* What needs to be done
Exactly as written, transcribe each record below.

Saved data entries
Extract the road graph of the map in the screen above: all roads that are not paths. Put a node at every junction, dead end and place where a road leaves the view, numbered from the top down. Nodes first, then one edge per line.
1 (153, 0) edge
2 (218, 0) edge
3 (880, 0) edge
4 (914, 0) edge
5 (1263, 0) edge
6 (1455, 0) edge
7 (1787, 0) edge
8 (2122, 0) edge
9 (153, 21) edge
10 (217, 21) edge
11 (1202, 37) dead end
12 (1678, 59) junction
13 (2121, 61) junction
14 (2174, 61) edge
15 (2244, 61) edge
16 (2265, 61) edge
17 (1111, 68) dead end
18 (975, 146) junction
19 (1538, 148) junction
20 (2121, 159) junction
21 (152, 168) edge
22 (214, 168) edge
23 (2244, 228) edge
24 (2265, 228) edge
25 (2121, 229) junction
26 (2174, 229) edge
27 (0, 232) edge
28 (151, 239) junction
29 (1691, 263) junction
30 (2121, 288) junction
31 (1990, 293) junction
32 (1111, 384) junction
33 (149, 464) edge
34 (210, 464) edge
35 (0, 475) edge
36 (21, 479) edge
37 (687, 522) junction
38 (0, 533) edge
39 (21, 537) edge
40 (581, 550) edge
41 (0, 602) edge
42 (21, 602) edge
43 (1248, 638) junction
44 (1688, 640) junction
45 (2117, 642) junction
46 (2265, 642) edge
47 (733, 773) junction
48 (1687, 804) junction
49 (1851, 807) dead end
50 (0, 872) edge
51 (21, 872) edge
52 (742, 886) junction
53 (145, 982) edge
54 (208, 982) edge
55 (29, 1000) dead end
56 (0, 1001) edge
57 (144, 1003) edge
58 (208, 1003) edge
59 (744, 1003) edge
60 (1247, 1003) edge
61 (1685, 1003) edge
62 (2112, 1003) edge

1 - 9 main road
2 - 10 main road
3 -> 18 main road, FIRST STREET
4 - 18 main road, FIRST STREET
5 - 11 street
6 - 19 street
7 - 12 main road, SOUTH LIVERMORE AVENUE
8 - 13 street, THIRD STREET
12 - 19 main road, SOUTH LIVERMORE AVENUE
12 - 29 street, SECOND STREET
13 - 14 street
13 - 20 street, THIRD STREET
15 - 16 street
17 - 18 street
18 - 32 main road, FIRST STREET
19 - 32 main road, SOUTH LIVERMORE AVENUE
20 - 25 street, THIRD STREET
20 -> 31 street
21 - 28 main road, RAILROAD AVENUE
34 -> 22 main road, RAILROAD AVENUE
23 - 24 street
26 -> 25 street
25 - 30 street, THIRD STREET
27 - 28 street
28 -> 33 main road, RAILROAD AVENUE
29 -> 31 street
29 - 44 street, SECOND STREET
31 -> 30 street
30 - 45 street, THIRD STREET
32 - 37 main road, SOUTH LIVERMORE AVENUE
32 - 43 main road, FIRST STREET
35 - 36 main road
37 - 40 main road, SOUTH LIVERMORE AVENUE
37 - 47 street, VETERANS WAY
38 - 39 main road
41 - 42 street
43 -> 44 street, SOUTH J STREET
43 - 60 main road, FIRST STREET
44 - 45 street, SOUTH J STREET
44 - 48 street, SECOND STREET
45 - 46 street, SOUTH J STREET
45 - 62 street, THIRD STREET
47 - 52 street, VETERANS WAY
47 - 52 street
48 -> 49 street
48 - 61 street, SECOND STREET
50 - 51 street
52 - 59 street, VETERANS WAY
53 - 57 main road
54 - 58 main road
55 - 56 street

* Answer section
Extract the road graph of the map in the screen above: all roads that are not paths. Put a node at every junction, dead end and place where a road leaves the view, numbered from the top down. Nodes first, then one edge per line.
1 (153, 0) edge
2 (218, 0) edge
3 (880, 0) edge
4 (914, 0) edge
5 (1263, 0) edge
6 (1455, 0) edge
7 (1787, 0) edge
8 (2122, 0) edge
9 (153, 21) edge
10 (217, 21) edge
11 (1202, 37) dead end
12 (1678, 59) junction
13 (2121, 61) junction
14 (2174, 61) edge
15 (2244, 61) edge
16 (2265, 61) edge
17 (1111, 68) dead end
18 (975, 146) junction
19 (1538, 148) junction
20 (2121, 159) junction
21 (152, 168) edge
22 (214, 168) edge
23 (2244, 228) edge
24 (2265, 228) edge
25 (2121, 229) junction
26 (2174, 229) edge
27 (0, 232) edge
28 (151, 239) junction
29 (1691, 263) junction
30 (2121, 288) junction
31 (1990, 293) junction
32 (1111, 384) junction
33 (149, 464) edge
34 (210, 464) edge
35 (0, 475) edge
36 (21, 479) edge
37 (687, 522) junction
38 (0, 533) edge
39 (21, 537) edge
40 (581, 550) edge
41 (0, 602) edge
42 (21, 602) edge
43 (1248, 638) junction
44 (1688, 640) junction
45 (2117, 642) junction
46 (2265, 642) edge
47 (733, 773) junction
48 (1687, 804) junction
49 (1851, 807) dead end
50 (0, 872) edge
51 (21, 872) edge
52 (742, 886) junction
53 (145, 982) edge
54 (208, 982) edge
55 (29, 1000) dead end
56 (0, 1001) edge
57 (144, 1003) edge
58 (208, 1003) edge
59 (744, 1003) edge
60 (1247, 1003) edge
61 (1685, 1003) edge
62 (2112, 1003) edge

1 - 9 main road
2 - 10 main road
3 -> 18 main road, FIRST STREET
4 - 18 main road, FIRST STREET
5 - 11 street
6 - 19 street
7 - 12 main road, SOUTH LIVERMORE AVENUE
8 - 13 street, THIRD STREET
12 - 19 main road, SOUTH LIVERMORE AVENUE
12 - 29 street, SECOND STREET
13 - 14 street
13 - 20 street, THIRD STREET
15 - 16 street
17 - 18 street
18 - 32 main road, FIRST STREET
19 - 32 main road, SOUTH LIVERMORE AVENUE
20 - 25 street, THIRD STREET
20 -> 31 street
21 - 28 main road, RAILROAD AVENUE
34 -> 22 main road, RAILROAD AVENUE
23 - 24 street
26 -> 25 street
25 - 30 street, THIRD STREET
27 - 28 street
28 -> 33 main road, RAILROAD AVENUE
29 -> 31 street
29 - 44 street, SECOND STREET
31 -> 30 street
30 - 45 street, THIRD STREET
32 - 37 main road, SOUTH LIVERMORE AVENUE
32 - 43 main road, FIRST STREET
35 - 36 main road
37 - 40 main road, SOUTH LIVERMORE AVENUE
37 - 47 street, VETERANS WAY
38 - 39 main road
41 - 42 street
43 -> 44 street, SOUTH J STREET
43 - 60 main road, FIRST STREET
44 - 45 street, SOUTH J STREET
44 - 48 street, SECOND STREET
45 - 46 street, SOUTH J STREET
45 - 62 street, THIRD STREET
47 - 52 street, VETERANS WAY
47 - 52 street
48 -> 49 street
48 - 61 street, SECOND STREET
50 - 51 street
52 - 59 street, VETERANS WAY
53 - 57 main road
54 - 58 main road
55 - 56 street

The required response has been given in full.